8sin^2(v)-2cos(v)=5

**a4swe** · August 29th 2006, 03:52 AM

$8\sin(v)^2-2\cos(v)=5 \Leftrightarrow$
$8(1-\cos(v)^2)-2\cos(v)=5 \Leftrightarrow$
$8-8\cos(v)^2-2\cos(v)=5 \Leftrightarrow$
$1-\cos(v)^2-\frac{1}{4}\cos(v)=\frac{5}{8} \Leftrightarrow$
$\cos(v)^2+\frac{1}{4}\cos(v)-\frac{3}{8}=0 \Leftrightarrow$
$\cos(v)=\frac{-7+-\sqrt{7}}{4}$

The thing is that my book states that I can solve this one partly exact.
That is for half of the inifinite solutions.
But I can get nothing of this, no exact solutions at all.
Where am I wrong?

Thanks in advance.

**Random333** · August 29th 2006, 04:26 AM

Originally Posted by a4swe

$8\sin(v)^2-2\cos(v)=5 \Leftrightarrow$
$8(1-\cos(v)^2)-2\cos(v)=5 \Leftrightarrow$
$8-8\cos(v)^2-2\cos(v)=5 \Leftrightarrow$
$1-\cos(v)^2-\frac{1}{4}\cos(v)=\frac{5}{8} \Leftrightarrow$
$\cos(v)^2+\frac{1}{4}\cos(v)-\frac{3}{8}=0 \Leftrightarrow$
$\cos(v)=\frac{-7+-\sqrt{7}}{4}$

The thing is that my book states that I can solve this one partly exact.
That is for half of the inifinite solutions.
But I can get nothing of this, no exact solutions at all.
Where am I wrong?

Thanks in advance.

Seems to me it is like $8\sin^2(v)$ as opposed to $8\sin(v^2)$ . I think you're worked that out though because your second last line agrees with my working pretty much.

$\cos(v)^2+\frac{1}{4}\cos(v)-\frac{3}{8}=0 \Leftrightarrow$
So, I just factorised here to give:

$(\cos(v)+\frac{3}{4})(\cos(v)-\frac{1}{2})=0$
And then solve

$\cos(v)=\frac{1}{2}$
$v=\frac{pi}{3}$ that's in radians obviously.

That's what I've figured from it but I'm not 100% sure if I'm right but it looks right to me.

**CaptainBlack** · August 29th 2006, 04:49 AM

Originally Posted by Random333

Seems to me it is like $8\sin^2(v)$ as opposed to $8\sin(v^2)$ . I think you're worked that out though because your second last line agrees with my working pretty much.
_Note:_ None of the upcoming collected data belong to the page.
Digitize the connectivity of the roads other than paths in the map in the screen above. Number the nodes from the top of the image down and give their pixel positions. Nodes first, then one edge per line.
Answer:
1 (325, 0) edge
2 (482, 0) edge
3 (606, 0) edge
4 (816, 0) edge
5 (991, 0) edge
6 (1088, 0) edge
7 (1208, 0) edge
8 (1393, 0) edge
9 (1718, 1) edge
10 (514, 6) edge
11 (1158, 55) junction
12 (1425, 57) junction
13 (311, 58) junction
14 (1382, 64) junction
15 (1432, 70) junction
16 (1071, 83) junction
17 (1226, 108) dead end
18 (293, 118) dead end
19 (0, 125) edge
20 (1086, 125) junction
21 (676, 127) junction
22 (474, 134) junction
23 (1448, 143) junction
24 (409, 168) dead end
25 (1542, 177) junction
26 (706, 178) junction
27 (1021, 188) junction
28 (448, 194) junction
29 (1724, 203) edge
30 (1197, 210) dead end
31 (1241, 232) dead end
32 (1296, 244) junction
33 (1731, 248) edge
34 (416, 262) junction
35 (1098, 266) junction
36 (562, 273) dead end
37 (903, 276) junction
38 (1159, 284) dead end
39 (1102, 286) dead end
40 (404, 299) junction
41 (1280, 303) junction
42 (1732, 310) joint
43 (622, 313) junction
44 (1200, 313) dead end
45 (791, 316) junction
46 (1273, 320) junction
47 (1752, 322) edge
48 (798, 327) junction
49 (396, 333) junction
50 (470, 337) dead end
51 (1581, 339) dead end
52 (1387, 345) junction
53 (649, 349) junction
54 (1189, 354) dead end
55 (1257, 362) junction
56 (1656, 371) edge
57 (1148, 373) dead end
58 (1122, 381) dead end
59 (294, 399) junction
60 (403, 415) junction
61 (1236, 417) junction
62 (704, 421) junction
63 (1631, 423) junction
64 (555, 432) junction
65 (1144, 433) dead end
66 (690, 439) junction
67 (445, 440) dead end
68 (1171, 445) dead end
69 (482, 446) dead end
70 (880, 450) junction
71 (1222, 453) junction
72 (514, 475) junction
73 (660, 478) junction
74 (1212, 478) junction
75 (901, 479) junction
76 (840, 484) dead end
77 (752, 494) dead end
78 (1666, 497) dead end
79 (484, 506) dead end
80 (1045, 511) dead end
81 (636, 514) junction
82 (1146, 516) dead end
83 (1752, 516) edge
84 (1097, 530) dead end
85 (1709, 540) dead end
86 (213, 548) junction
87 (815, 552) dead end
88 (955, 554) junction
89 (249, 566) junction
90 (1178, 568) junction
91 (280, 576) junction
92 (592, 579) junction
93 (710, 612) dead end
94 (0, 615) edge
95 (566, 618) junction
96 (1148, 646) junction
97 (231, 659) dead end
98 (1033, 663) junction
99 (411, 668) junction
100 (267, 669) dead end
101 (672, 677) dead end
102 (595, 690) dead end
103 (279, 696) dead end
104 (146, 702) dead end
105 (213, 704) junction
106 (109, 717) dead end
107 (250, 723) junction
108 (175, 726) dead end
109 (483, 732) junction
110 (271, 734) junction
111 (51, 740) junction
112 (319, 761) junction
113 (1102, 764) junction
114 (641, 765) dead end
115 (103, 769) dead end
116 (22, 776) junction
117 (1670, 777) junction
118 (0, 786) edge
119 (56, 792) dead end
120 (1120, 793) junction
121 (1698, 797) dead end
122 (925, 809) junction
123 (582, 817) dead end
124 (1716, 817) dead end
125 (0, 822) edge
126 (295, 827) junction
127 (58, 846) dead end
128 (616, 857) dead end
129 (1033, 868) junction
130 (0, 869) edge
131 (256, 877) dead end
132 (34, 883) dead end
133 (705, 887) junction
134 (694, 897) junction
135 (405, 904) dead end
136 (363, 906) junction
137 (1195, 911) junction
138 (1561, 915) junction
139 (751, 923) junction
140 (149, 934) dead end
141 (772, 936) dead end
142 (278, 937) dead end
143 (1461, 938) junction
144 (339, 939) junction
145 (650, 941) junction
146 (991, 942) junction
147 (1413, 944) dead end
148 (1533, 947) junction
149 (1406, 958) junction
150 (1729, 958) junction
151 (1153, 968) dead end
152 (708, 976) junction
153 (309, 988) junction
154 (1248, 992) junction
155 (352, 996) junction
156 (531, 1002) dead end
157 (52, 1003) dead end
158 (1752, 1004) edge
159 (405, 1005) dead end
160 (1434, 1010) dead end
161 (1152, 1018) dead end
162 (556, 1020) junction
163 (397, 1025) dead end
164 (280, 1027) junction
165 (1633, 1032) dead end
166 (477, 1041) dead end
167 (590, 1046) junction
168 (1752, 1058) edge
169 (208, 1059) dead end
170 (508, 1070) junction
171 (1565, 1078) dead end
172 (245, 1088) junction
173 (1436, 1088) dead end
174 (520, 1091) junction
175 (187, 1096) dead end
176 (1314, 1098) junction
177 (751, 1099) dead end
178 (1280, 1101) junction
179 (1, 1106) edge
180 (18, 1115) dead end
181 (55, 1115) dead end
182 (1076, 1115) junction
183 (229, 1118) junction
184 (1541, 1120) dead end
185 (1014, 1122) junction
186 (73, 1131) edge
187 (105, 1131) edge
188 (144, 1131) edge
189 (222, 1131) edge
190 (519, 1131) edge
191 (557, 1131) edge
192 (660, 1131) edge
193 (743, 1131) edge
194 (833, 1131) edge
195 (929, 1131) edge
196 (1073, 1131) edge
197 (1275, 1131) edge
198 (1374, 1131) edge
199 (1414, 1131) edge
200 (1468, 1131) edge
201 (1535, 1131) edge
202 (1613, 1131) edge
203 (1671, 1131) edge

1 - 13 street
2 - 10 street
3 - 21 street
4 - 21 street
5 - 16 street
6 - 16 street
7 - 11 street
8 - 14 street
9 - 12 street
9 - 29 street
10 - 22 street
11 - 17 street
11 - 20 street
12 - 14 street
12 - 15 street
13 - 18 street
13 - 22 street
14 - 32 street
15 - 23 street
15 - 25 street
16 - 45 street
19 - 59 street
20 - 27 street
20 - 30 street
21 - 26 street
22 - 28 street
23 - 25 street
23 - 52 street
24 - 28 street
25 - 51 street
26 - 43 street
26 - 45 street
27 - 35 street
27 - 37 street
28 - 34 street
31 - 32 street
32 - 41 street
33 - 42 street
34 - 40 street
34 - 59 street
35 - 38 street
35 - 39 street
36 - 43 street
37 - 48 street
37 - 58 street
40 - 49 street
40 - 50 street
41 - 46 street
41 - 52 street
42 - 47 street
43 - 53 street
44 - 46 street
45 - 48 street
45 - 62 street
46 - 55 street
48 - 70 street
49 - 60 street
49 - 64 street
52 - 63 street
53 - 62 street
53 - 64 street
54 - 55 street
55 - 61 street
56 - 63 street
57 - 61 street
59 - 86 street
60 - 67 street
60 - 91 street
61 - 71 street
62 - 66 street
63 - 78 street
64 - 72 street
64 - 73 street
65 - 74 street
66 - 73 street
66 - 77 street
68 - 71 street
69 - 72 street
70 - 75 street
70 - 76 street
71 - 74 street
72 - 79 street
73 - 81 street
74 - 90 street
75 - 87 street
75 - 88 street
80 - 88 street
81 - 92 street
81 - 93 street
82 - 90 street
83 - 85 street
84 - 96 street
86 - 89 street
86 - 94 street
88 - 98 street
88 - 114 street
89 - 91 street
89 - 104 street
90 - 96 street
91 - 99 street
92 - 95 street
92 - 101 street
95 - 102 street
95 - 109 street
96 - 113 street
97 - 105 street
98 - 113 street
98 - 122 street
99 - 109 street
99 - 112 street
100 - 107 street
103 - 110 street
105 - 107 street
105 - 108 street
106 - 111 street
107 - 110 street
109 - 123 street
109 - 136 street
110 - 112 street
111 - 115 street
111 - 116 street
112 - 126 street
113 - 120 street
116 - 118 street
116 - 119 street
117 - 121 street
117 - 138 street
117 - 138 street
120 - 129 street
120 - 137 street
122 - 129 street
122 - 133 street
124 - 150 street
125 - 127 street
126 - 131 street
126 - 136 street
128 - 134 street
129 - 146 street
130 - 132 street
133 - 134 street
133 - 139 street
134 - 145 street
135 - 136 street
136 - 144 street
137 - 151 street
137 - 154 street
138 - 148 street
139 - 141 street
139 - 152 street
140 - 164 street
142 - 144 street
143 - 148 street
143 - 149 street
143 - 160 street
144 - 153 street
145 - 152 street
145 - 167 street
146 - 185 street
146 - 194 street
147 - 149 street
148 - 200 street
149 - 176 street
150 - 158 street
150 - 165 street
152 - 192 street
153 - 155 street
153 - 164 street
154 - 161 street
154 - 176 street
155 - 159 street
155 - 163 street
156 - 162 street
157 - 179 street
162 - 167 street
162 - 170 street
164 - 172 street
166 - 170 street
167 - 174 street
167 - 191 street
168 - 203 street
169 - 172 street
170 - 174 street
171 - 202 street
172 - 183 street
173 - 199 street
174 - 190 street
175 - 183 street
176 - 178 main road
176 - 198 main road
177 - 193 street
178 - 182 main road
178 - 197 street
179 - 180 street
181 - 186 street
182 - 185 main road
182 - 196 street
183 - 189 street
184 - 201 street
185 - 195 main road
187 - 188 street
$\cos(v)^2+\frac{1}{4}\cos(v)-\frac{3}{8}=0 \Leftrightarrow$
So, I just factorised here to give:

$(\cos(v)+\frac{3}{4})(\cos(v)-\frac{1}{2})=0$
And then solve

$\cos(v)=\frac{1}{2}$
$v=\frac{pi}{3}$ that's in radians obviously.

That's what I've figured from it but I'm not 100% sure if I'm right but it looks right to me.

Looks right to me to.

RonL

**a4swe** · August 29th 2006, 05:10 AM

Originally Posted by Random333

Seems to me it is like $8\sin^2(v)$ as opposed to $8\sin(v^2)$ . I think you're worked that out though because your second last line agrees with my working pretty much.

Well, yes you are right it's my LaTeX skills that stoped me.
Next time I'll do it right.
Thank you.

**topsquark** · August 29th 2006, 05:38 AM

Speaking of LaTeX, this will make things a little neater:
$\pm$ for your "+-".

-Dan

**Soroban** · August 29th 2006, 06:46 AM

Hello, a4swe!

Am I missing something important?
. . I found all the solutions . . .
And I have no idea what your book means by "exact" solutions.

$8\sin^2v - 2\cos v \:=\:5$

$8(1-\cos^2 v)-2\cos v \:=\:5$
$8-8\cos^2v - 2\cos v \:=\:5$

Why introduce fractions? . . . Don't you hate them as much as I do?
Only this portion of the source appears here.